_What this task involves_.
Search the entries below for the word "paths" and copy every line where it appears.

_Records provided_.

────────────────────────────────────────

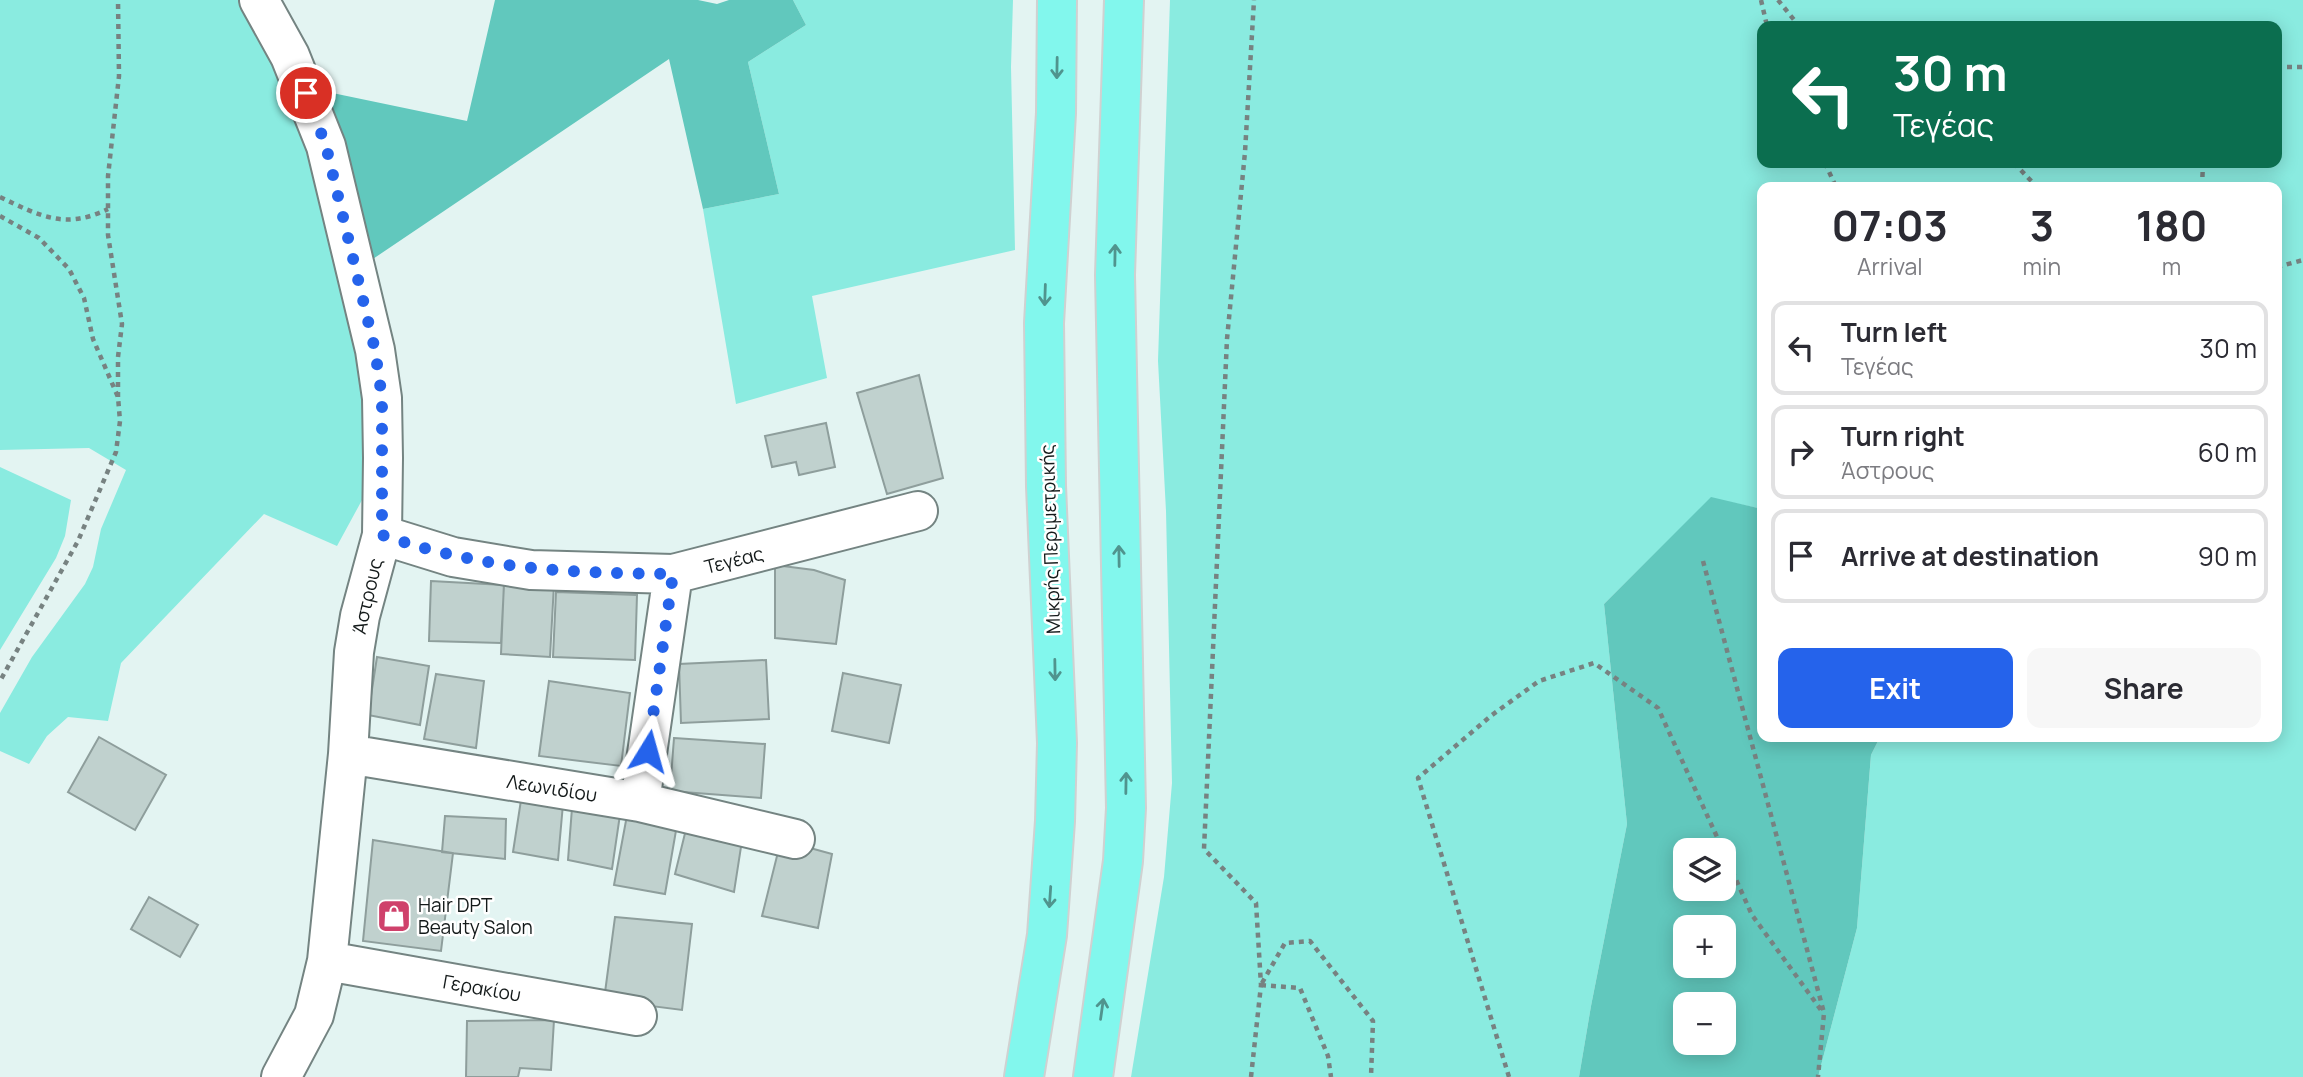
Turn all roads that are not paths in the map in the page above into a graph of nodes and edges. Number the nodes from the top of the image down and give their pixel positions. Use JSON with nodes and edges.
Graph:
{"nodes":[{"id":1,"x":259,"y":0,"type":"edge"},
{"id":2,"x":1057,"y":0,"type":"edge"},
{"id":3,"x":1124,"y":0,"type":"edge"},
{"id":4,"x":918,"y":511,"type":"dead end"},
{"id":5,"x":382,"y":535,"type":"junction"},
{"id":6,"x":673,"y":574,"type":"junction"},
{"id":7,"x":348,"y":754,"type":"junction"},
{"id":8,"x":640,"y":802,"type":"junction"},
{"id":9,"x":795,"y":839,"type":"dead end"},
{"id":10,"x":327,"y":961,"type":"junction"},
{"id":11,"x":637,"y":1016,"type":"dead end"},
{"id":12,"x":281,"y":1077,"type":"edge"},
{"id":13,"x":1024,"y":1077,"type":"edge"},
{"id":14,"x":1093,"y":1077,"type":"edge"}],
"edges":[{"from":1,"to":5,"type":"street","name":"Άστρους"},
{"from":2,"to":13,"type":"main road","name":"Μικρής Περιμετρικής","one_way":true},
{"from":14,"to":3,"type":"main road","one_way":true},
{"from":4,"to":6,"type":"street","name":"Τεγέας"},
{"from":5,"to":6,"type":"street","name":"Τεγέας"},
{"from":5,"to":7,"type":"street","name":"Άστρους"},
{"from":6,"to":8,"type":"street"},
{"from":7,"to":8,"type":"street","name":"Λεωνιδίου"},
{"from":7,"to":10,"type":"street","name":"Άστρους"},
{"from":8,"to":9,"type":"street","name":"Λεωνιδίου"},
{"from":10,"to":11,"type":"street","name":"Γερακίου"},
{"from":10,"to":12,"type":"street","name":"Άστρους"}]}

────────────────────────────────────────

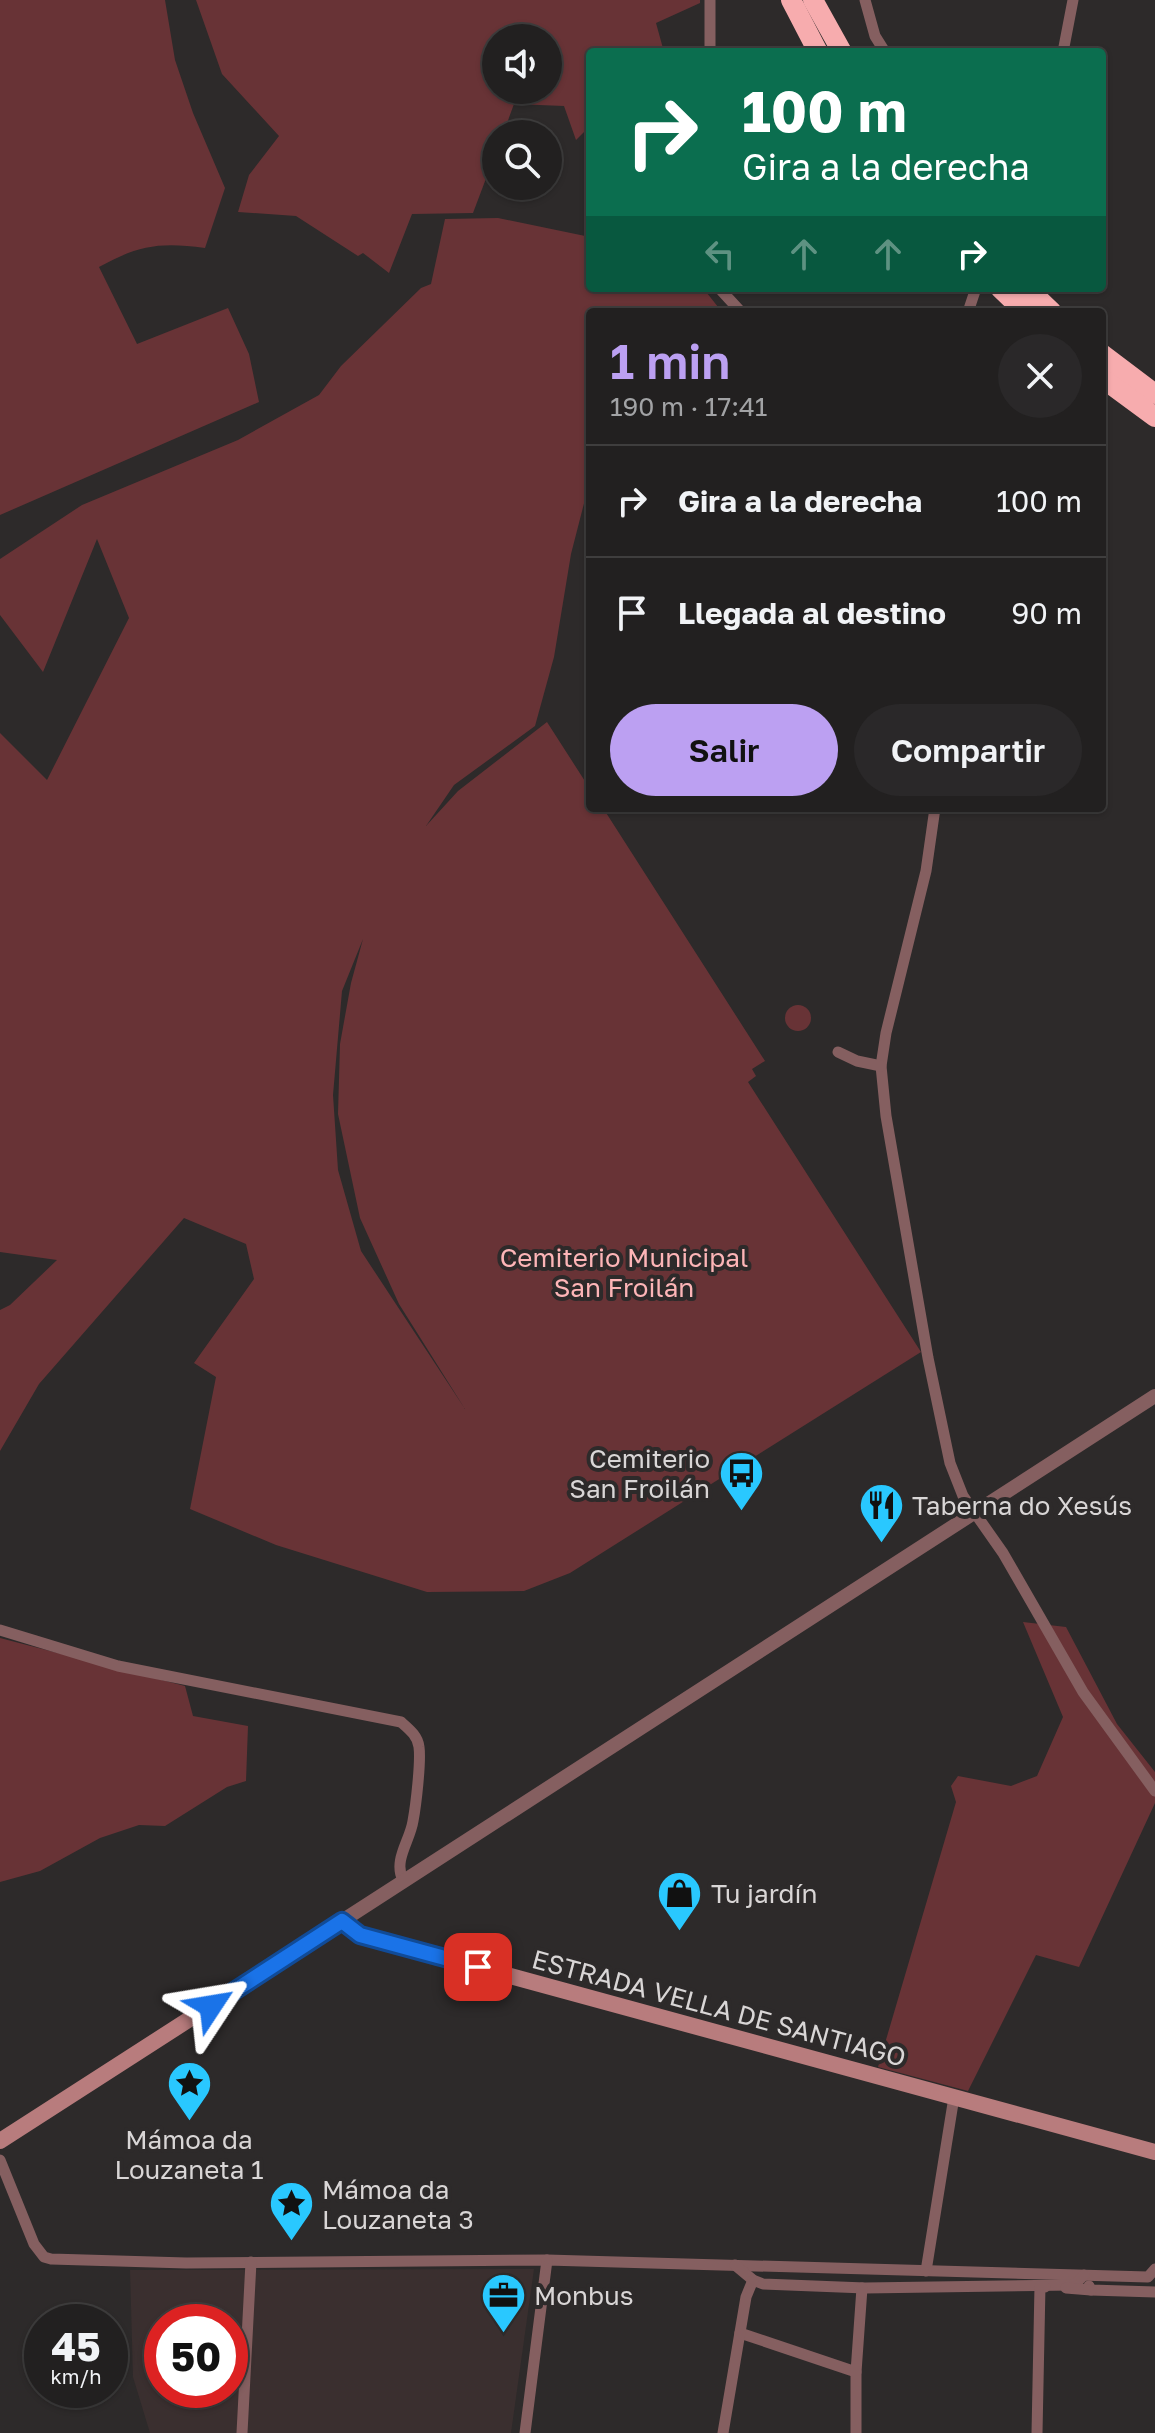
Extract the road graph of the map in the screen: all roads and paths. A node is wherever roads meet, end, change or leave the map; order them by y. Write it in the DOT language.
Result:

────────────────────────────────────────

_Response_.
Turn all roads that are not paths in the map in the page above into a graph of nodes and edges. Number the nodes from the top of the image down and give their pixel positions. Use JSON with nodes and edges.
Extract the road graph of the map in the screen: all roads and paths. A node is wherever roads meet, end, change or leave the map; order them by y. Write it in the DOT language.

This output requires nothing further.